***** SUPPLIED MATERIAL *****

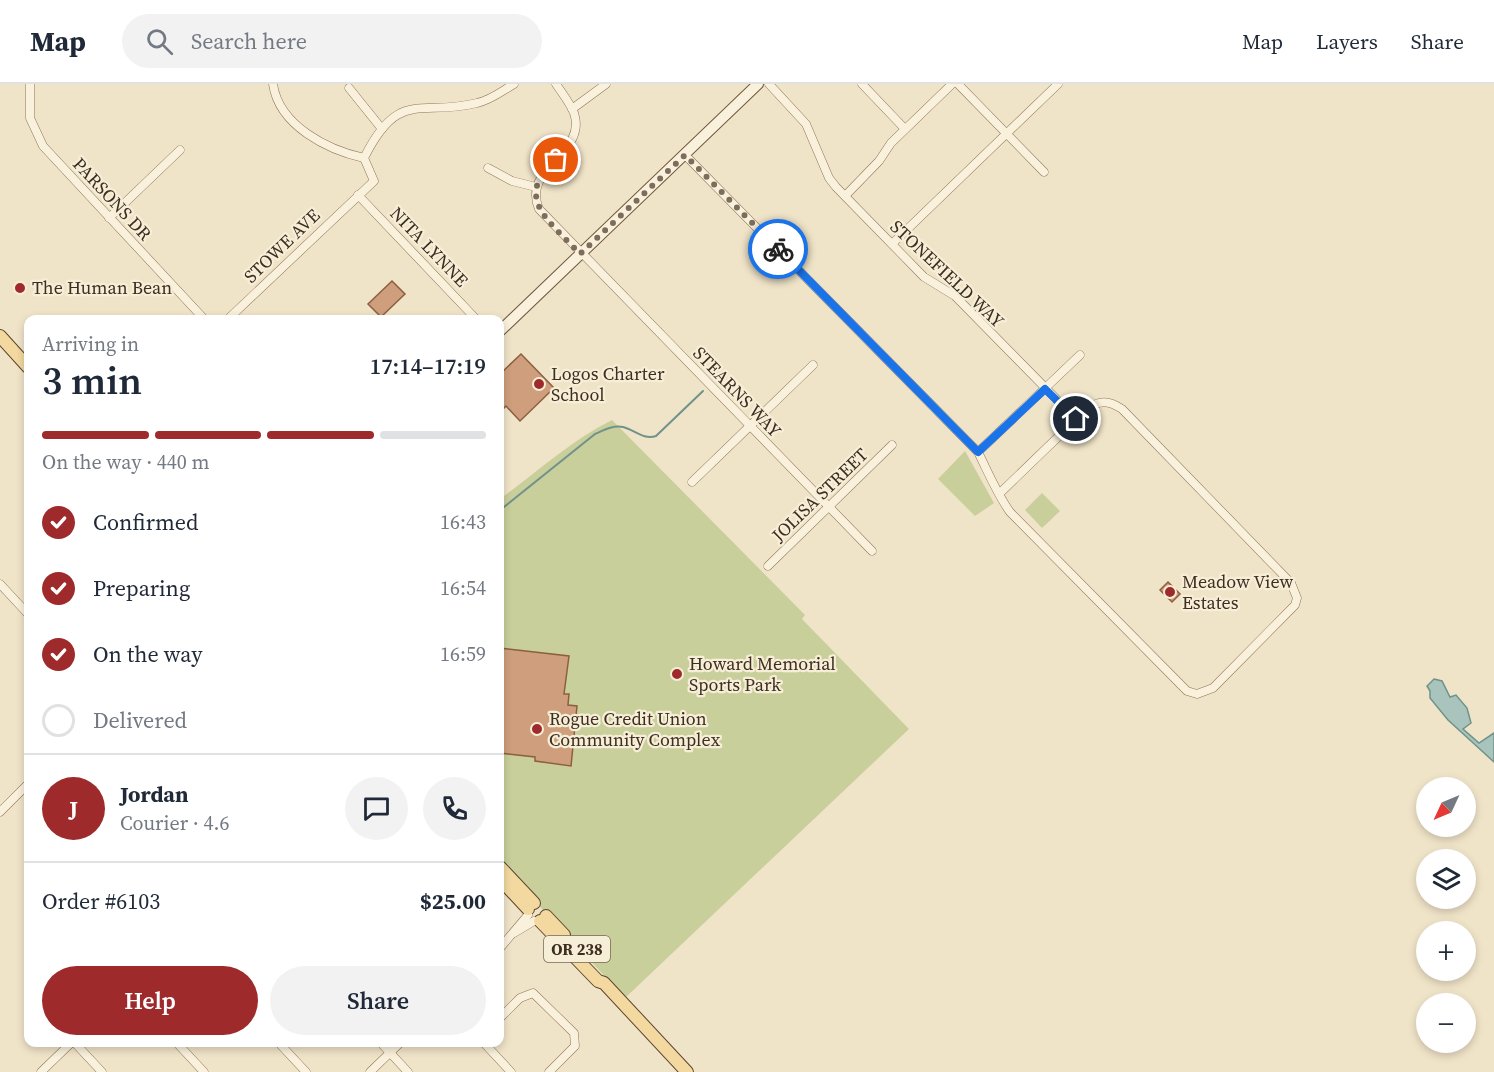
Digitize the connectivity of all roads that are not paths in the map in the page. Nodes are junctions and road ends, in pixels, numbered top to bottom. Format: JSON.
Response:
{"nodes":[{"id":1,"x":30,"y":84,"type":"edge"},
{"id":2,"x":273,"y":84,"type":"edge"},
{"id":3,"x":514,"y":84,"type":"edge"},
{"id":4,"x":556,"y":84,"type":"edge"},
{"id":5,"x":606,"y":84,"type":"edge"},
{"id":6,"x":758,"y":84,"type":"edge"},
{"id":7,"x":769,"y":84,"type":"edge"},
{"id":8,"x":862,"y":84,"type":"edge"},
{"id":9,"x":952,"y":84,"type":"edge"},
{"id":10,"x":958,"y":84,"type":"edge"},
{"id":11,"x":1058,"y":84,"type":"edge"},
{"id":12,"x":349,"y":88,"type":"dead end"},
{"id":13,"x":572,"y":109,"type":"junction"},
{"id":14,"x":382,"y":129,"type":"junction"},
{"id":15,"x":905,"y":129,"type":"junction"},
{"id":16,"x":1006,"y":134,"type":"junction"},
{"id":17,"x":180,"y":150,"type":"dead end"},
{"id":18,"x":685,"y":155,"type":"junction"},
{"id":19,"x":364,"y":158,"type":"junction"},
{"id":20,"x":488,"y":168,"type":"dead end"},
{"id":21,"x":1044,"y":172,"type":"dead end"},
{"id":22,"x":536,"y":187,"type":"junction"},
{"id":23,"x":358,"y":195,"type":"junction"},
{"id":24,"x":845,"y":196,"type":"junction"},
{"id":25,"x":109,"y":218,"type":"junction"},
{"id":26,"x":892,"y":244,"type":"junction"},
{"id":27,"x":580,"y":254,"type":"junction"},
{"id":28,"x":200,"y":315,"type":"edge"},
{"id":29,"x":232,"y":315,"type":"edge"},
{"id":30,"x":472,"y":315,"type":"edge"},
{"id":31,"x":504,"y":327,"type":"edge"},
{"id":32,"x":0,"y":336,"type":"edge"},
{"id":33,"x":1080,"y":355,"type":"dead end"},
{"id":34,"x":24,"y":363,"type":"edge"},
{"id":35,"x":813,"y":365,"type":"dead end"},
{"id":36,"x":1045,"y":389,"type":"junction"},
{"id":37,"x":1076,"y":419,"type":"junction"},
{"id":38,"x":750,"y":427,"type":"junction"},
{"id":39,"x":892,"y":445,"type":"dead end"},
{"id":40,"x":978,"y":452,"type":"junction"},
{"id":41,"x":692,"y":482,"type":"dead end"},
{"id":42,"x":999,"y":494,"type":"junction"},
{"id":43,"x":829,"y":507,"type":"junction"},
{"id":44,"x":872,"y":551,"type":"dead end"},
{"id":45,"x":768,"y":566,"type":"dead end"},
{"id":46,"x":0,"y":584,"type":"edge"},
{"id":47,"x":24,"y":610,"type":"edge"},
{"id":48,"x":24,"y":788,"type":"edge"},
{"id":49,"x":0,"y":812,"type":"edge"},
{"id":50,"x":504,"y":872,"type":"edge"},
{"id":51,"x":504,"y":883,"type":"edge"},
{"id":52,"x":535,"y":914,"type":"junction"},
{"id":53,"x":504,"y":944,"type":"edge"},
{"id":54,"x":504,"y":1014,"type":"edge"},
{"id":55,"x":68,"y":1047,"type":"edge"},
{"id":56,"x":78,"y":1047,"type":"edge"},
{"id":57,"x":181,"y":1047,"type":"edge"},
{"id":58,"x":283,"y":1047,"type":"edge"},
{"id":59,"x":385,"y":1047,"type":"edge"},
{"id":60,"x":396,"y":1047,"type":"edge"},
{"id":61,"x":488,"y":1047,"type":"edge"},
{"id":62,"x":390,"y":1053,"type":"junction"},
{"id":63,"x":41,"y":1072,"type":"edge"},
{"id":64,"x":102,"y":1072,"type":"edge"},
{"id":65,"x":204,"y":1072,"type":"edge"},
{"id":66,"x":306,"y":1072,"type":"edge"},
{"id":67,"x":370,"y":1072,"type":"edge"},
{"id":68,"x":408,"y":1072,"type":"edge"},
{"id":69,"x":511,"y":1072,"type":"edge"},
{"id":70,"x":549,"y":1072,"type":"edge"},
{"id":71,"x":687,"y":1072,"type":"edge"}],
"edges":[{"from":1,"to":25,"type":"street","name":"PARSONS DR"},
{"from":2,"to":19,"type":"street"},
{"from":3,"to":14,"type":"street"},
{"from":4,"to":13,"type":"street"},
{"from":5,"to":13,"type":"street"},
{"from":6,"to":18,"type":"main road"},
{"from":7,"to":24,"type":"street","name":"STONEFIELD WAY"},
{"from":8,"to":15,"type":"street"},
{"from":9,"to":15,"type":"street"},
{"from":10,"to":16,"type":"street"},
{"from":11,"to":16,"type":"street"},
{"from":12,"to":14,"type":"street"},
{"from":13,"to":22,"type":"street"},
{"from":14,"to":19,"type":"street"},
{"from":15,"to":24,"type":"street"},
{"from":16,"to":21,"type":"street"},
{"from":16,"to":26,"type":"street"},
{"from":17,"to":25,"type":"street"},
{"from":18,"to":27,"type":"main road"},
{"from":18,"to":40,"type":"street"},
{"from":19,"to":23,"type":"street","name":"STOWE AVE"},
{"from":20,"to":22,"type":"street"},
{"from":22,"to":27,"type":"street","name":"STEARNS WAY"},
{"from":23,"to":29,"type":"street","name":"STOWE AVE"},
{"from":23,"to":30,"type":"street","name":"NITA LYNNE"},
{"from":24,"to":26,"type":"street","name":"STONEFIELD WAY"},
{"from":25,"to":28,"type":"street","name":"PARSONS DR"},
{"from":26,"to":36,"type":"street","name":"STONEFIELD WAY"},
{"from":27,"to":31,"type":"main road"},
{"from":27,"to":38,"type":"street","name":"STEARNS WAY"},
{"from":32,"to":34,"type":"main road"},
{"from":33,"to":36,"type":"street"},
{"from":35,"to":38,"type":"street"},
{"from":36,"to":37,"type":"street","name":"STONEFIELD WAY"},
{"from":36,"to":40,"type":"street"},
{"from":37,"to":42,"type":"street"},
{"from":37,"to":42,"type":"street"},
{"from":38,"to":41,"type":"street"},
{"from":38,"to":43,"type":"street","name":"STEARNS WAY"},
{"from":39,"to":43,"type":"street","name":"JOLISA STREET"},
{"from":40,"to":42,"type":"street"},
{"from":43,"to":44,"type":"street","name":"STEARNS WAY"},
{"from":43,"to":45,"type":"street","name":"JOLISA STREET"},
{"from":46,"to":47,"type":"street"},
{"from":48,"to":49,"type":"street"},
{"from":50,"to":52,"type":"main road","number":"OR 238"},
{"from":51,"to":52,"type":"main road","number":"OR 238"},
{"from":52,"to":53,"type":"street"},
{"from":52,"to":71,"type":"main road","number":"OR 238"},
{"from":54,"to":70,"type":"street"},
{"from":55,"to":63,"type":"street"},
{"from":56,"to":64,"type":"street"},
{"from":57,"to":65,"type":"street"},
{"from":58,"to":66,"type":"street"},
{"from":59,"to":62,"type":"street"},
{"from":60,"to":62,"type":"street"},
{"from":61,"to":69,"type":"street"},
{"from":62,"to":67,"type":"street"},
{"from":62,"to":68,"type":"street"}]}
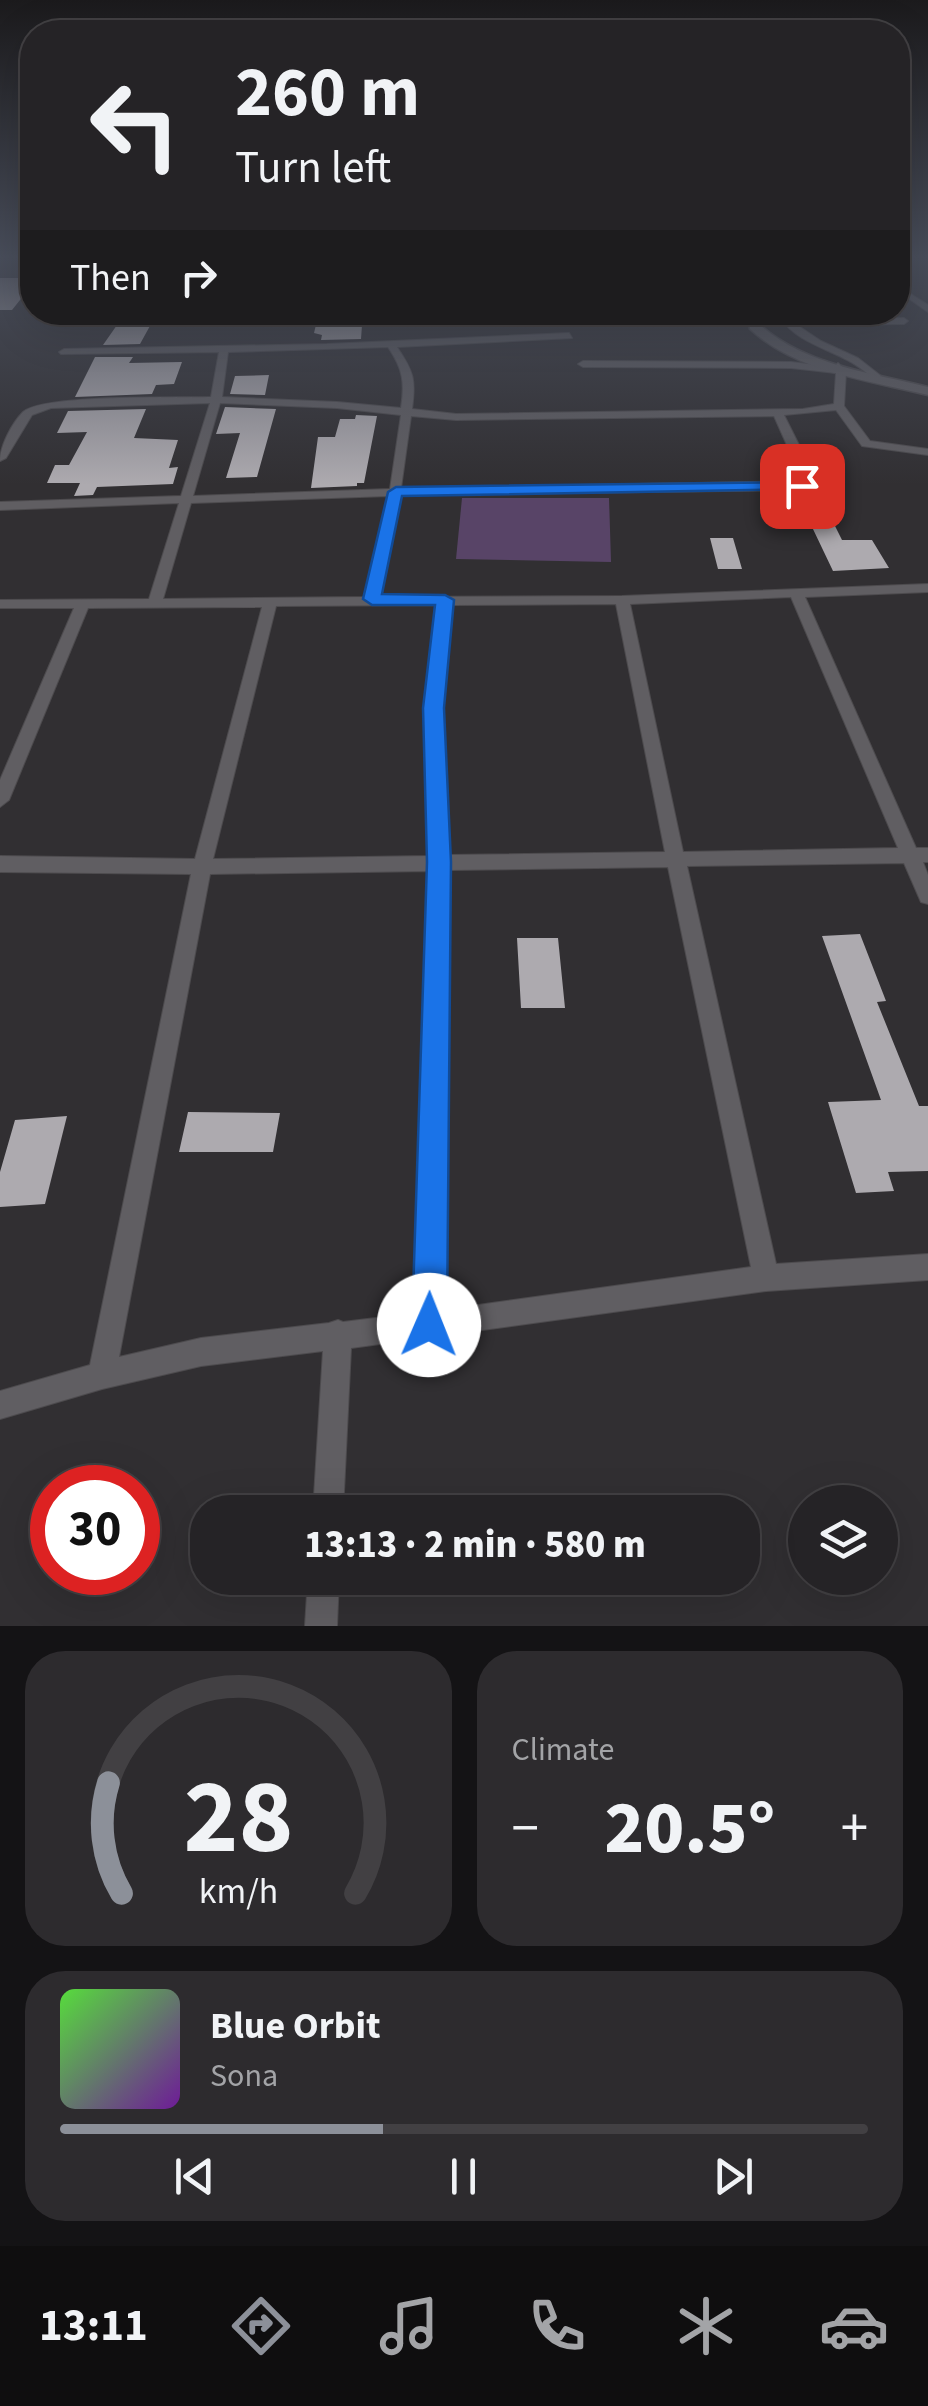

*****

EXERCISE DETAILS: Leaving out the pictures, print every record exactly as written.

RESULT OF THIS EXERCISE:
Digitize the connectivity of all roads that are not paths in the map in the page. Nodes are junctions and road ends, in pixels, numbered top to bottom. Format: JSON.
Response:
{"nodes":[{"id":1,"x":30,"y":84,"type":"edge"},
{"id":2,"x":273,"y":84,"type":"edge"},
{"id":3,"x":514,"y":84,"type":"edge"},
{"id":4,"x":556,"y":84,"type":"edge"},
{"id":5,"x":606,"y":84,"type":"edge"},
{"id":6,"x":758,"y":84,"type":"edge"},
{"id":7,"x":769,"y":84,"type":"edge"},
{"id":8,"x":862,"y":84,"type":"edge"},
{"id":9,"x":952,"y":84,"type":"edge"},
{"id":10,"x":958,"y":84,"type":"edge"},
{"id":11,"x":1058,"y":84,"type":"edge"},
{"id":12,"x":349,"y":88,"type":"dead end"},
{"id":13,"x":572,"y":109,"type":"junction"},
{"id":14,"x":382,"y":129,"type":"junction"},
{"id":15,"x":905,"y":129,"type":"junction"},
{"id":16,"x":1006,"y":134,"type":"junction"},
{"id":17,"x":180,"y":150,"type":"dead end"},
{"id":18,"x":685,"y":155,"type":"junction"},
{"id":19,"x":364,"y":158,"type":"junction"},
{"id":20,"x":488,"y":168,"type":"dead end"},
{"id":21,"x":1044,"y":172,"type":"dead end"},
{"id":22,"x":536,"y":187,"type":"junction"},
{"id":23,"x":358,"y":195,"type":"junction"},
{"id":24,"x":845,"y":196,"type":"junction"},
{"id":25,"x":109,"y":218,"type":"junction"},
{"id":26,"x":892,"y":244,"type":"junction"},
{"id":27,"x":580,"y":254,"type":"junction"},
{"id":28,"x":200,"y":315,"type":"edge"},
{"id":29,"x":232,"y":315,"type":"edge"},
{"id":30,"x":472,"y":315,"type":"edge"},
{"id":31,"x":504,"y":327,"type":"edge"},
{"id":32,"x":0,"y":336,"type":"edge"},
{"id":33,"x":1080,"y":355,"type":"dead end"},
{"id":34,"x":24,"y":363,"type":"edge"},
{"id":35,"x":813,"y":365,"type":"dead end"},
{"id":36,"x":1045,"y":389,"type":"junction"},
{"id":37,"x":1076,"y":419,"type":"junction"},
{"id":38,"x":750,"y":427,"type":"junction"},
{"id":39,"x":892,"y":445,"type":"dead end"},
{"id":40,"x":978,"y":452,"type":"junction"},
{"id":41,"x":692,"y":482,"type":"dead end"},
{"id":42,"x":999,"y":494,"type":"junction"},
{"id":43,"x":829,"y":507,"type":"junction"},
{"id":44,"x":872,"y":551,"type":"dead end"},
{"id":45,"x":768,"y":566,"type":"dead end"},
{"id":46,"x":0,"y":584,"type":"edge"},
{"id":47,"x":24,"y":610,"type":"edge"},
{"id":48,"x":24,"y":788,"type":"edge"},
{"id":49,"x":0,"y":812,"type":"edge"},
{"id":50,"x":504,"y":872,"type":"edge"},
{"id":51,"x":504,"y":883,"type":"edge"},
{"id":52,"x":535,"y":914,"type":"junction"},
{"id":53,"x":504,"y":944,"type":"edge"},
{"id":54,"x":504,"y":1014,"type":"edge"},
{"id":55,"x":68,"y":1047,"type":"edge"},
{"id":56,"x":78,"y":1047,"type":"edge"},
{"id":57,"x":181,"y":1047,"type":"edge"},
{"id":58,"x":283,"y":1047,"type":"edge"},
{"id":59,"x":385,"y":1047,"type":"edge"},
{"id":60,"x":396,"y":1047,"type":"edge"},
{"id":61,"x":488,"y":1047,"type":"edge"},
{"id":62,"x":390,"y":1053,"type":"junction"},
{"id":63,"x":41,"y":1072,"type":"edge"},
{"id":64,"x":102,"y":1072,"type":"edge"},
{"id":65,"x":204,"y":1072,"type":"edge"},
{"id":66,"x":306,"y":1072,"type":"edge"},
{"id":67,"x":370,"y":1072,"type":"edge"},
{"id":68,"x":408,"y":1072,"type":"edge"},
{"id":69,"x":511,"y":1072,"type":"edge"},
{"id":70,"x":549,"y":1072,"type":"edge"},
{"id":71,"x":687,"y":1072,"type":"edge"}],
"edges":[{"from":1,"to":25,"type":"street","name":"PARSONS DR"},
{"from":2,"to":19,"type":"street"},
{"from":3,"to":14,"type":"street"},
{"from":4,"to":13,"type":"street"},
{"from":5,"to":13,"type":"street"},
{"from":6,"to":18,"type":"main road"},
{"from":7,"to":24,"type":"street","name":"STONEFIELD WAY"},
{"from":8,"to":15,"type":"street"},
{"from":9,"to":15,"type":"street"},
{"from":10,"to":16,"type":"street"},
{"from":11,"to":16,"type":"street"},
{"from":12,"to":14,"type":"street"},
{"from":13,"to":22,"type":"street"},
{"from":14,"to":19,"type":"street"},
{"from":15,"to":24,"type":"street"},
{"from":16,"to":21,"type":"street"},
{"from":16,"to":26,"type":"street"},
{"from":17,"to":25,"type":"street"},
{"from":18,"to":27,"type":"main road"},
{"from":18,"to":40,"type":"street"},
{"from":19,"to":23,"type":"street","name":"STOWE AVE"},
{"from":20,"to":22,"type":"street"},
{"from":22,"to":27,"type":"street","name":"STEARNS WAY"},
{"from":23,"to":29,"type":"street","name":"STOWE AVE"},
{"from":23,"to":30,"type":"street","name":"NITA LYNNE"},
{"from":24,"to":26,"type":"street","name":"STONEFIELD WAY"},
{"from":25,"to":28,"type":"street","name":"PARSONS DR"},
{"from":26,"to":36,"type":"street","name":"STONEFIELD WAY"},
{"from":27,"to":31,"type":"main road"},
{"from":27,"to":38,"type":"street","name":"STEARNS WAY"},
{"from":32,"to":34,"type":"main road"},
{"from":33,"to":36,"type":"street"},
{"from":35,"to":38,"type":"street"},
{"from":36,"to":37,"type":"street","name":"STONEFIELD WAY"},
{"from":36,"to":40,"type":"street"},
{"from":37,"to":42,"type":"street"},
{"from":37,"to":42,"type":"street"},
{"from":38,"to":41,"type":"street"},
{"from":38,"to":43,"type":"street","name":"STEARNS WAY"},
{"from":39,"to":43,"type":"street","name":"JOLISA STREET"},
{"from":40,"to":42,"type":"street"},
{"from":43,"to":44,"type":"street","name":"STEARNS WAY"},
{"from":43,"to":45,"type":"street","name":"JOLISA STREET"},
{"from":46,"to":47,"type":"street"},
{"from":48,"to":49,"type":"street"},
{"from":50,"to":52,"type":"main road","number":"OR 238"},
{"from":51,"to":52,"type":"main road","number":"OR 238"},
{"from":52,"to":53,"type":"street"},
{"from":52,"to":71,"type":"main road","number":"OR 238"},
{"from":54,"to":70,"type":"street"},
{"from":55,"to":63,"type":"street"},
{"from":56,"to":64,"type":"street"},
{"from":57,"to":65,"type":"street"},
{"from":58,"to":66,"type":"street"},
{"from":59,"to":62,"type":"street"},
{"from":60,"to":62,"type":"street"},
{"from":61,"to":69,"type":"street"},
{"from":62,"to":67,"type":"street"},
{"from":62,"to":68,"type":"street"}]}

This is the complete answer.